Cerebellum: Processes inputs received from the cerebral cortex, various brain stem nuclei, and sensory receptors. Provides precise timing, and appropriate patterns of skeletal muscle contraction needed for smooth, coordinated movements. Like an automatic pilot. It continually compares the higher brains intention with the body's actual perfomance and sends out messages to initiate the appropriate corrective actions. Helps promote smooth voluntary movements that are precise and economical in terms of muscular effort.

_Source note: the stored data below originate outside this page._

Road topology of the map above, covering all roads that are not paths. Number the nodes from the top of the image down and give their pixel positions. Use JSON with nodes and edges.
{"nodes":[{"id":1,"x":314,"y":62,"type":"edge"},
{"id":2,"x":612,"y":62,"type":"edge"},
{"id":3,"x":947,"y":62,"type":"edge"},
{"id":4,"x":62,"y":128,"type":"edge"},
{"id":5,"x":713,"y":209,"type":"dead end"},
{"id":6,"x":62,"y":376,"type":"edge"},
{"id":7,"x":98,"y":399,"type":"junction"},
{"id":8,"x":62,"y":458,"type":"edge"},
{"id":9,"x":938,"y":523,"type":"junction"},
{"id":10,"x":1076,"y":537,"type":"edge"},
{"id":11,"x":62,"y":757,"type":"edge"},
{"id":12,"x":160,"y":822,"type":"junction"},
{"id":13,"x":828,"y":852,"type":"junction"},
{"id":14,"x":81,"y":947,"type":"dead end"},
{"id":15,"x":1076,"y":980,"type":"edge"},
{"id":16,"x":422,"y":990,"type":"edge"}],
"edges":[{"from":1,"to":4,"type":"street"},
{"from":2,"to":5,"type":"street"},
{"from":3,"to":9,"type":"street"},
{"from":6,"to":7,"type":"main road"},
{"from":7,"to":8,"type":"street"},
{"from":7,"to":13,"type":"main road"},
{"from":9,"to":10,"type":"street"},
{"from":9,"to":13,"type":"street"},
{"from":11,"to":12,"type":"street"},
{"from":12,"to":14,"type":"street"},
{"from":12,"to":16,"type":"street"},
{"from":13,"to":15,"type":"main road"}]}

Multiple Sclerosis (MS):the body's immune system mistakenly attacks the protective coating around the nerve fibers in the central nervous system, leaving scar tissue (sclerosis) in multiple areas (hence the name multiple sclerosis).

Symptoms: Numbness or weakness in the arms and legs, Blurred or double vision, or pain during eye movement, Partial or total vision loss, Pain or tingling in different areas of the body, Lack of coordination or unsteady walking, Tremors, Dizziness, Problems with bowel and bladder function, Extreme fatigue

Common: In the United Kingdom it occurs in approximately 1 in 800 people, affecting around 90,000 people, and in northern Europe approximately 1 in 1,000. In the US, there are between 250,000 and 350,000 people with MS, and it has been estimated that there are about 2.5 million people with MS worldwide. There is evidence that the disease is becoming more common.

Treatment: Treatments include medication, surgery, and therapy.

Alzheimer's disease: This is a general term for memory loss and other intellectual abilities serious enough to interfere with daily life. Alzheimer's disease accounts for 60 to 80 percent of dementia cases.

Symptoms: memory loss, loss in speaking in writing, Depression, Anxiety, Social withdrawal, Mood swings, Distrust in others, Irritability and aggressiveness

Common: Almost everyone currently diagnosed with a mild form of Alzheimer's disease would be downgraded to not having the condition, if new proposed criteria for the diagnosis of cognitive problems were applied, a new study shows.

Treatment: Treatment includes Exercise, good nutrition, medication, and creating a stable environment.